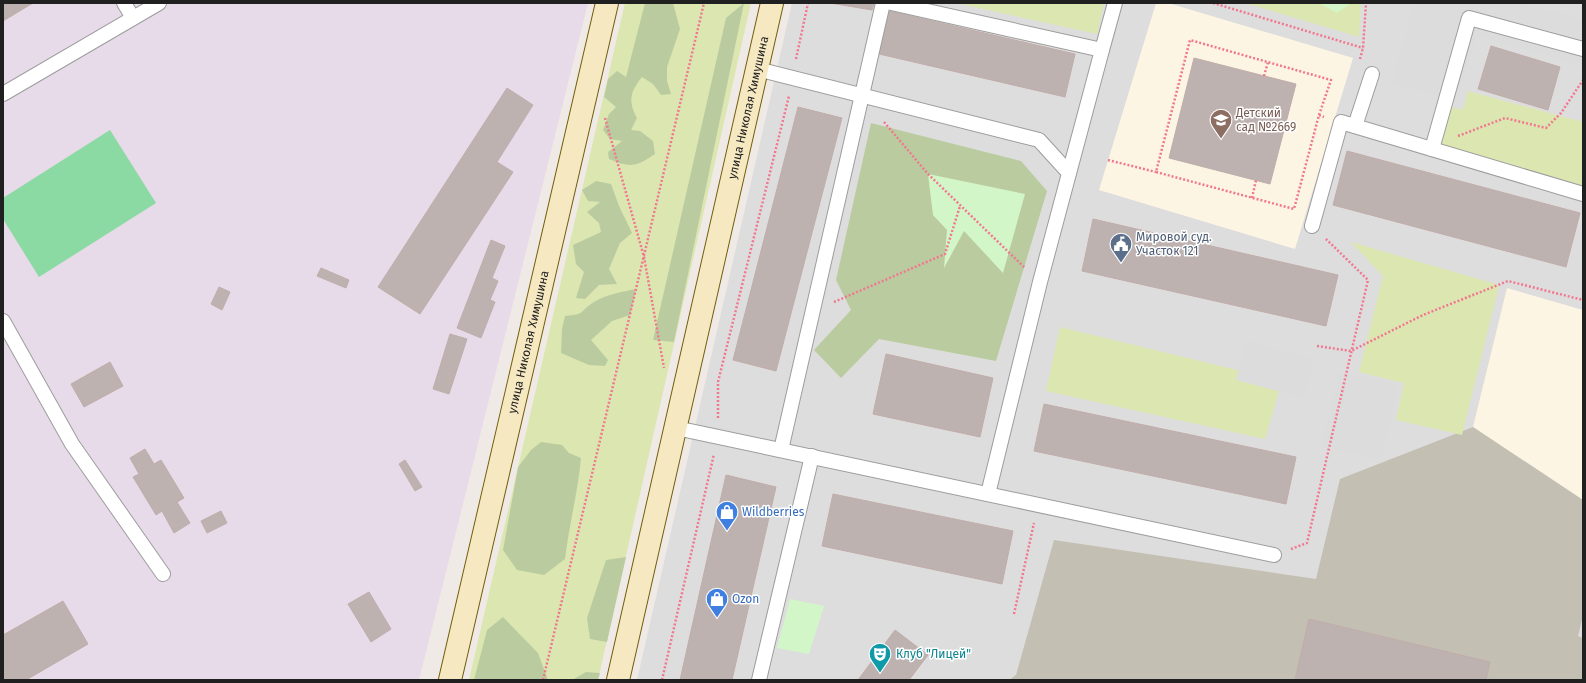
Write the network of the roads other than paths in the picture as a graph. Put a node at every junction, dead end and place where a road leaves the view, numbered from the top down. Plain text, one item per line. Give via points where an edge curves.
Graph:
1 (124, 3) edge
2 (159, 3) edge
3 (607, 3) edge
4 (772, 3) edge
5 (883, 3) edge
6 (891, 3) edge
7 (1115, 3) edge
8 (133, 18) junction
9 (1583, 49) edge
10 (1102, 50) junction
11 (757, 70) junction
12 (1372, 74) dead end
13 (3, 94) edge
14 (862, 95) junction
15 (1355, 126) junction
16 (1433, 148) junction
17 (1069, 173) junction
18 (1583, 194) edge
19 (1312, 226) road end
20 (3, 321) edge
21 (676, 428) junction
22 (781, 450) junction
23 (812, 456) junction
24 (988, 494) junction
25 (1274, 555) road end
26 (163, 574) dead end
27 (450, 680) edge
28 (618, 680) edge
29 (759, 680) edge

1 - 8 lane
2 - 8 lane
3 - 27 street, улица Николая Химушина
4 - 11 street, улица Николая Химушина
5 - 14 lane
6 - 10 lane
7 - 10 lane
8 - 13 lane
9 - 16 lane via 1468,18
10 - 17 lane
11 - 14 lane
11 - 21 street, улица Николая Химушина
12 - 15 lane
14 - 17 lane via 1039,140
14 - 22 lane
15 - 16 lane
15 - 19 lane via 1341,122
16 - 18 lane
17 - 24 lane
20 - 26 lane via 72,444
21 - 22 lane
21 - 28 street, улица Николая Химушина
22 - 23 lane
23 - 24 lane
23 - 29 lane
24 - 25 lane

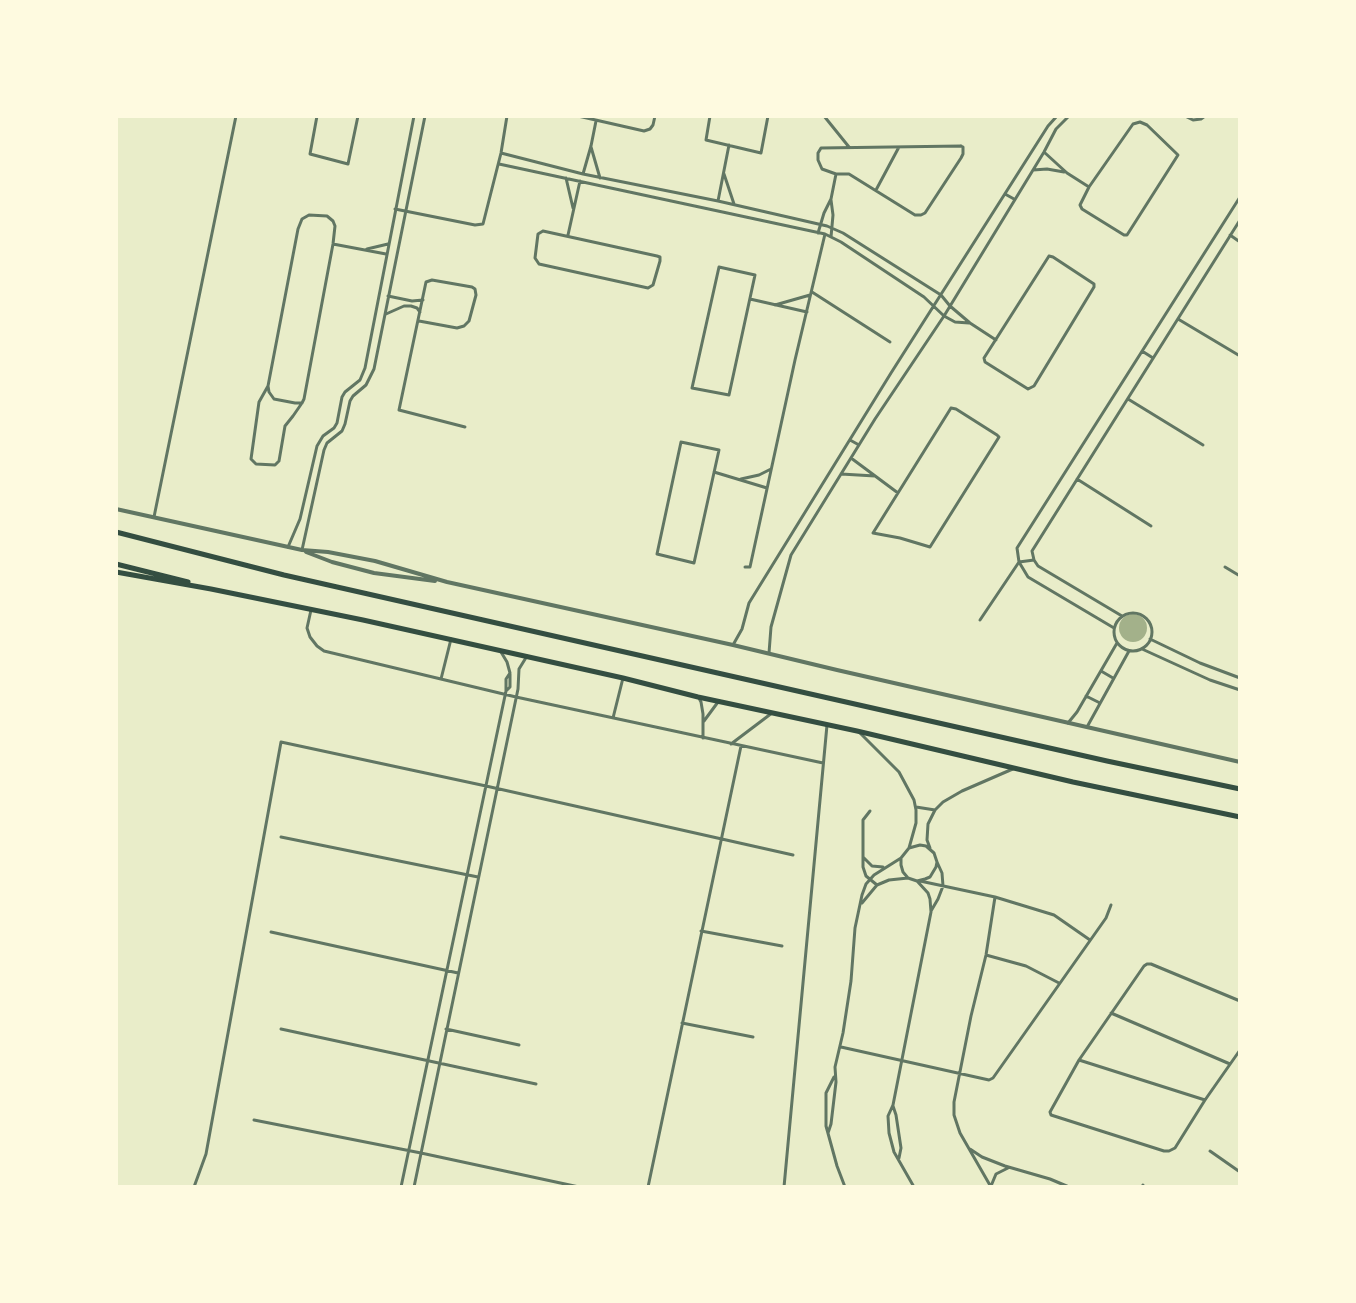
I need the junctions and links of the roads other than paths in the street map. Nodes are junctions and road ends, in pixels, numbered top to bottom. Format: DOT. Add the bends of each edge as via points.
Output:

____________

> [Your instructions] Word for word, repeat each line of the records, and leave every image out.

> [Solution to the problem]
Write the network of the roads other than paths in the picture as a graph. Put a node at every junction, dead end and place where a road leaves the view, numbered from the top down. Plain text, one item per line. Give via points where an edge curves.
Graph:
1 (124, 3) edge
2 (159, 3) edge
3 (607, 3) edge
4 (772, 3) edge
5 (883, 3) edge
6 (891, 3) edge
7 (1115, 3) edge
8 (133, 18) junction
9 (1583, 49) edge
10 (1102, 50) junction
11 (757, 70) junction
12 (1372, 74) dead end
13 (3, 94) edge
14 (862, 95) junction
15 (1355, 126) junction
16 (1433, 148) junction
17 (1069, 173) junction
18 (1583, 194) edge
19 (1312, 226) road end
20 (3, 321) edge
21 (676, 428) junction
22 (781, 450) junction
23 (812, 456) junction
24 (988, 494) junction
25 (1274, 555) road end
26 (163, 574) dead end
27 (450, 680) edge
28 (618, 680) edge
29 (759, 680) edge

1 - 8 lane
2 - 8 lane
3 - 27 street, улица Николая Химушина
4 - 11 street, улица Николая Химушина
5 - 14 lane
6 - 10 lane
7 - 10 lane
8 - 13 lane
9 - 16 lane via 1468,18
10 - 17 lane
11 - 14 lane
11 - 21 street, улица Николая Химушина
12 - 15 lane
14 - 17 lane via 1039,140
14 - 22 lane
15 - 16 lane
15 - 19 lane via 1341,122
16 - 18 lane
17 - 24 lane
20 - 26 lane via 72,444
21 - 22 lane
21 - 28 street, улица Николая Химушина
22 - 23 lane
23 - 24 lane
23 - 29 lane
24 - 25 lane

I need the junctions and links of the roads other than paths in the street map. Nodes are junctions and road ends, in pixels, numbered top to bottom. Format: DOT. Add the bends of each edge as via points.
Output:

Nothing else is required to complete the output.